• **Problem statement**: If a line in the records below contains the word "JSON", return that line.

(Data records)

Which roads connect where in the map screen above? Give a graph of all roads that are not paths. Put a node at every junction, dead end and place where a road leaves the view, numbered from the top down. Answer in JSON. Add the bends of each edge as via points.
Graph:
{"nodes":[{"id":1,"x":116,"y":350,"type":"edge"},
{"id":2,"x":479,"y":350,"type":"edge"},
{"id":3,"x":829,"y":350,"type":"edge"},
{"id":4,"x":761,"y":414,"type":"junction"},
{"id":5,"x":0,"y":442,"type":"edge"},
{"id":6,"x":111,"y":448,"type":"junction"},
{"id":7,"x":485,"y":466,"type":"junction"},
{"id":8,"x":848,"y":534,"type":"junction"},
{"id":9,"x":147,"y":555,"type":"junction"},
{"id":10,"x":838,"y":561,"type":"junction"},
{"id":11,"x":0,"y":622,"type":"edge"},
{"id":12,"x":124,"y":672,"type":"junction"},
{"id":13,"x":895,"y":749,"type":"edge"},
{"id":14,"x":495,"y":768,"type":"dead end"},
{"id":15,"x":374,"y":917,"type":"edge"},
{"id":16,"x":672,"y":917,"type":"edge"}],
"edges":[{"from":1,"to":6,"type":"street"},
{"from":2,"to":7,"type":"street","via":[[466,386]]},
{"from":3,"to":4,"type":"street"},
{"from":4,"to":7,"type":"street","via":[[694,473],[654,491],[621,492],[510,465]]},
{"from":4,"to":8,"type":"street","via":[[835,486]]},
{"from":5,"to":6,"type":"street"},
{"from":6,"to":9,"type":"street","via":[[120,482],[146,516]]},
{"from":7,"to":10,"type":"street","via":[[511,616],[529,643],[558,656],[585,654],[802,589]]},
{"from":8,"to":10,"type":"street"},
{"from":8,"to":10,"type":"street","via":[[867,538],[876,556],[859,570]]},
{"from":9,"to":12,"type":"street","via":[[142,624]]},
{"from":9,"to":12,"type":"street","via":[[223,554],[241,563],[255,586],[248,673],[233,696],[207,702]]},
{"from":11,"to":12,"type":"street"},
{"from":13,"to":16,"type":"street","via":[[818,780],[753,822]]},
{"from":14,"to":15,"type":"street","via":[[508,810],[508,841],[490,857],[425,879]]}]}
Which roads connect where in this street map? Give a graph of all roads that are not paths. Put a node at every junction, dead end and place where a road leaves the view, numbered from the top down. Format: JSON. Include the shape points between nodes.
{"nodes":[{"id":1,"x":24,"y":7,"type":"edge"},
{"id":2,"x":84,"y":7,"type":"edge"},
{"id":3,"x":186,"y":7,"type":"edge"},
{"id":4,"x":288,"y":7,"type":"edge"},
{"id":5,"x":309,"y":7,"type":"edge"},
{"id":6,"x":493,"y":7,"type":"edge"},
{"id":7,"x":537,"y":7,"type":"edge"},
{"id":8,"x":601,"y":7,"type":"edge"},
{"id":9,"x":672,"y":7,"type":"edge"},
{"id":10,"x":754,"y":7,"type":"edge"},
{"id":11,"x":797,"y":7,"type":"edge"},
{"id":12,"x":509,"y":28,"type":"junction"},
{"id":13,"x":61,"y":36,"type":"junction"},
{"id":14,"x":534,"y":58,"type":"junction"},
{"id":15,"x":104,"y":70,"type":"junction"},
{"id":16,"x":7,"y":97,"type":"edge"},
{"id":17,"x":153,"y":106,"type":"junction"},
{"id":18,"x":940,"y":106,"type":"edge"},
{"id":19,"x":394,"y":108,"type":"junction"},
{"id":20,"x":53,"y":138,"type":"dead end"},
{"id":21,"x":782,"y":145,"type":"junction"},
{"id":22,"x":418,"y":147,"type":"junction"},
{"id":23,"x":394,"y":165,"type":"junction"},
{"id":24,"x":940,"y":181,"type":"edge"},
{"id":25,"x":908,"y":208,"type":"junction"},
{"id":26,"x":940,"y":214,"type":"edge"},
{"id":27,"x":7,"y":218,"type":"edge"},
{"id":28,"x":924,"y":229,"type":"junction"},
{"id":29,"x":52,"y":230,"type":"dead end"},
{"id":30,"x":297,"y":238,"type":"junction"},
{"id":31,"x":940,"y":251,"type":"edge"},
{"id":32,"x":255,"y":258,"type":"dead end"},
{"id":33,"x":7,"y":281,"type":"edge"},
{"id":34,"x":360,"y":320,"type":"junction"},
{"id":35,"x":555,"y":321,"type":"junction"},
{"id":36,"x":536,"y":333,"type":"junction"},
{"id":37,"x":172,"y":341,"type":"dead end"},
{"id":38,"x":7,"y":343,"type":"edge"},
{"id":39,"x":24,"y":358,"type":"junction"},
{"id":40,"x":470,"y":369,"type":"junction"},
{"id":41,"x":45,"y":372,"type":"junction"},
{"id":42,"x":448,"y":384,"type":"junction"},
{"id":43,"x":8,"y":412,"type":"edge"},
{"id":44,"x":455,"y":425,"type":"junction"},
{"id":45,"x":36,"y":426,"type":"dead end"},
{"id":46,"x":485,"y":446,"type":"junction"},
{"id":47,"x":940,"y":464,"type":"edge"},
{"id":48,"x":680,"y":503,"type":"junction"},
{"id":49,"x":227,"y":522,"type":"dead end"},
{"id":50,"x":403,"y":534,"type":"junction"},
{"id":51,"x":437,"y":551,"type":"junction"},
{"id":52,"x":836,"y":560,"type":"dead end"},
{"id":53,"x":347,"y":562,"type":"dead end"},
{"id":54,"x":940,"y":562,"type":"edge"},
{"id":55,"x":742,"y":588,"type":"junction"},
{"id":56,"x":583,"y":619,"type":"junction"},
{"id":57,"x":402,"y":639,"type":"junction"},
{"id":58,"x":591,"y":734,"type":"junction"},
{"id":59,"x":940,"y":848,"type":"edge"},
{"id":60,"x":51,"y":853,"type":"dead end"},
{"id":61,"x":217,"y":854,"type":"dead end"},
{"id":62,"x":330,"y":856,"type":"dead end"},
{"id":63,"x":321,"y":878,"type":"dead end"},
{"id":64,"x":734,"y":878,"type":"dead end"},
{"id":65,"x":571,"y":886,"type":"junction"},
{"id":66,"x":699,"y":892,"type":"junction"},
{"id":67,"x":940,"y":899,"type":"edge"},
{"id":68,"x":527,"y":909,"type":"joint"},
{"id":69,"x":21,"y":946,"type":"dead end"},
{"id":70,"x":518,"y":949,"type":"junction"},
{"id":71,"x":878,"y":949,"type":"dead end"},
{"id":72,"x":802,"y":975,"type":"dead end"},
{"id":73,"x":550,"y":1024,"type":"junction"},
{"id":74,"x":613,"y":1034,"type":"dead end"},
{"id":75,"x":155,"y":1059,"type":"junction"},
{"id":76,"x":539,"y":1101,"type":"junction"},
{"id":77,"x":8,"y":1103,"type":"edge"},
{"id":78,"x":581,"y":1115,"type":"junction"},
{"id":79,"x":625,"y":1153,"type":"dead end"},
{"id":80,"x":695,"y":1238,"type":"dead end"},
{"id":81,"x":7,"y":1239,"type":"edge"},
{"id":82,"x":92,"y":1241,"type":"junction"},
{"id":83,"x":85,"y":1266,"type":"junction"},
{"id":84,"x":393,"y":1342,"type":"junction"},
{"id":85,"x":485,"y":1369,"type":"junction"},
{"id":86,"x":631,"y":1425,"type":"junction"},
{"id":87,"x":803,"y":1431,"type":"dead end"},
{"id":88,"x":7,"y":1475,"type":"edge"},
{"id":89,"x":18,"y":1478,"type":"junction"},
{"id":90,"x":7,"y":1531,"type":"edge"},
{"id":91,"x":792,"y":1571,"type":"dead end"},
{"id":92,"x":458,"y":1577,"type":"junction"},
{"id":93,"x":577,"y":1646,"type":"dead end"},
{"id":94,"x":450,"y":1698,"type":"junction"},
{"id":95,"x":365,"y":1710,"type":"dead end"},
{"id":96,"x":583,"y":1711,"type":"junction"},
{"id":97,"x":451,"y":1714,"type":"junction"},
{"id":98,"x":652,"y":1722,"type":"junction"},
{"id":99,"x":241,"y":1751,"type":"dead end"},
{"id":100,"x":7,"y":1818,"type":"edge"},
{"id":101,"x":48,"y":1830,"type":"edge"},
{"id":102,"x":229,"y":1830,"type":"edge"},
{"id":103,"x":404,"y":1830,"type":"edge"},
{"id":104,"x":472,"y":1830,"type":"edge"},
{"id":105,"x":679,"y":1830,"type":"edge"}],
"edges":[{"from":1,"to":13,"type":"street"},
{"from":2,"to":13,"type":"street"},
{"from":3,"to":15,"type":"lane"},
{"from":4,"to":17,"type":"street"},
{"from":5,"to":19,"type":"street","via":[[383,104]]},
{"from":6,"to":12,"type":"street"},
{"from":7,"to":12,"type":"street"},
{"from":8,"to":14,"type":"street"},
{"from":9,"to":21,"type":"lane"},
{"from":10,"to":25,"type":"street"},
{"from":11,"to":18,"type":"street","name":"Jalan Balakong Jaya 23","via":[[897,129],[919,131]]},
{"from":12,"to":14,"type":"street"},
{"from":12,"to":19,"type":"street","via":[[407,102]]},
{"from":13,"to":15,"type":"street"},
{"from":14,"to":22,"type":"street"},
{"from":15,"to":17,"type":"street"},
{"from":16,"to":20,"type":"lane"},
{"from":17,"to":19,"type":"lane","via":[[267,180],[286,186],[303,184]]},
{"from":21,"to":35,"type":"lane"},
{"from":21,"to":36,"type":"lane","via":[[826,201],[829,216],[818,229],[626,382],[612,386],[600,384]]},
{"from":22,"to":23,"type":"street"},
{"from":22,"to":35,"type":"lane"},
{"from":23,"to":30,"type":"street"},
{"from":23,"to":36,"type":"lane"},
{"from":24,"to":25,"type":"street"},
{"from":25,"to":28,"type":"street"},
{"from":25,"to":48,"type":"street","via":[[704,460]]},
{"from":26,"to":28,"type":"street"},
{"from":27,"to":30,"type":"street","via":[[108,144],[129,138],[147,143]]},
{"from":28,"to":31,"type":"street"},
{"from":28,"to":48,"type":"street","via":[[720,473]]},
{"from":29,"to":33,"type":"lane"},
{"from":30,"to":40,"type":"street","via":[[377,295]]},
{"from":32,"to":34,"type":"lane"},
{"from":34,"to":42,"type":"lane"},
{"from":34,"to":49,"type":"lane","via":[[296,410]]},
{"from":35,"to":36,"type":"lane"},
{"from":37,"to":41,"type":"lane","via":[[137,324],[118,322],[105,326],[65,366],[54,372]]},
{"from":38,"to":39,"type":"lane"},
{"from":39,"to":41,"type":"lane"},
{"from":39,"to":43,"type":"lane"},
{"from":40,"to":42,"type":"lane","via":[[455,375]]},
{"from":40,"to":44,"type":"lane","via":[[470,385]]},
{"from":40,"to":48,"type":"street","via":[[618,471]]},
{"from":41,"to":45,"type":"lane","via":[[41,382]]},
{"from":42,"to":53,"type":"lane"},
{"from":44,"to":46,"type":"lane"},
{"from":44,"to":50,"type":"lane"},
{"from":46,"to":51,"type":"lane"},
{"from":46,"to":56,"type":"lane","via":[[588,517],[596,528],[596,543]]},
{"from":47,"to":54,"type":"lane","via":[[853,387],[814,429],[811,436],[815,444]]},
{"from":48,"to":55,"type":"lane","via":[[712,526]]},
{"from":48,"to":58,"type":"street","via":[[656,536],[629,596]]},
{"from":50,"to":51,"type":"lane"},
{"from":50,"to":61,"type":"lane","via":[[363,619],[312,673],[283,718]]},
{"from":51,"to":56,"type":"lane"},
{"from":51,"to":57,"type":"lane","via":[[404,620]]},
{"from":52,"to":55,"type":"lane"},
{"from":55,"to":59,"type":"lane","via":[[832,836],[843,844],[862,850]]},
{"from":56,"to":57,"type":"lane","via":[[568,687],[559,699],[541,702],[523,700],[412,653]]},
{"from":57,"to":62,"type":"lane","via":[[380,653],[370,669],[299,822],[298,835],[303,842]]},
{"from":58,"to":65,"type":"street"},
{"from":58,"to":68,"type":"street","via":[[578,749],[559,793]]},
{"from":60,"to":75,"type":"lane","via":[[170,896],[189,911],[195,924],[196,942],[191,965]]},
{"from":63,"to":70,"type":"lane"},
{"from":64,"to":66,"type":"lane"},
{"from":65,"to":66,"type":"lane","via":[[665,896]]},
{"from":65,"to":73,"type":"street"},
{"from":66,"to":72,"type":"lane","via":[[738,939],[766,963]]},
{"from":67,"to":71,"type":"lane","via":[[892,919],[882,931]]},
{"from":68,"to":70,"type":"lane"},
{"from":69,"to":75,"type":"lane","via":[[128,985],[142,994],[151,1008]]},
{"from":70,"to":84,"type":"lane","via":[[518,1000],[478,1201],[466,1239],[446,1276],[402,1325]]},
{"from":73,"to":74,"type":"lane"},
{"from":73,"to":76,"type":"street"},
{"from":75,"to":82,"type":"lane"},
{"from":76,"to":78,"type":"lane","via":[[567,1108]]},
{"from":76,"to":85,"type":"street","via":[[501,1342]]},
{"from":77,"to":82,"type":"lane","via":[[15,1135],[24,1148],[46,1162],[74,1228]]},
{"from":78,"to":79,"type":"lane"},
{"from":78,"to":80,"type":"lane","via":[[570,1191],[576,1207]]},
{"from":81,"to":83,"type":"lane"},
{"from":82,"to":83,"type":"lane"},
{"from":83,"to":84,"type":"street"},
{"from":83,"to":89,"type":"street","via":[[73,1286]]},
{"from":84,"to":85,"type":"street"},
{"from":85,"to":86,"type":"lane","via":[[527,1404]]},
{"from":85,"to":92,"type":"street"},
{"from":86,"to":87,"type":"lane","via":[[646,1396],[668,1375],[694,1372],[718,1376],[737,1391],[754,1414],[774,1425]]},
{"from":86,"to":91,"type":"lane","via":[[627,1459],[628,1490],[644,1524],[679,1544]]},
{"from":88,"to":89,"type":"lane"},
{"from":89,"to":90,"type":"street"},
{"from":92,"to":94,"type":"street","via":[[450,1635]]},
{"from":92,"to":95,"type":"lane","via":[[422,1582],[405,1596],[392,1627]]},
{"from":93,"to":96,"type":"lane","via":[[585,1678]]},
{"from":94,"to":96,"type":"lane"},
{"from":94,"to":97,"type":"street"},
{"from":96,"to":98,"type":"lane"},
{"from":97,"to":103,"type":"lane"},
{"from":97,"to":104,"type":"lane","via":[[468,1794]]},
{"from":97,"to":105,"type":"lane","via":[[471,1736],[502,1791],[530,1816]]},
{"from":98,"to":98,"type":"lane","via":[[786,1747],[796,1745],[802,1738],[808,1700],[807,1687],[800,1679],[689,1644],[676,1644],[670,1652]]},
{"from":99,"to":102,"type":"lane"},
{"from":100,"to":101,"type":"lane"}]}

(End Data records)

• **Answer space**:
Which roads connect where in the map screen above? Give a graph of all roads that are not paths. Put a node at every junction, dead end and place where a road leaves the view, numbered from the top down. Answer in JSON. Add the bends of each edge as via points.
Which roads connect where in this street map? Give a graph of all roads that are not paths. Put a node at every junction, dead end and place where a road leaves the view, numbered from the top down. Format: JSON. Include the shape points between nodes.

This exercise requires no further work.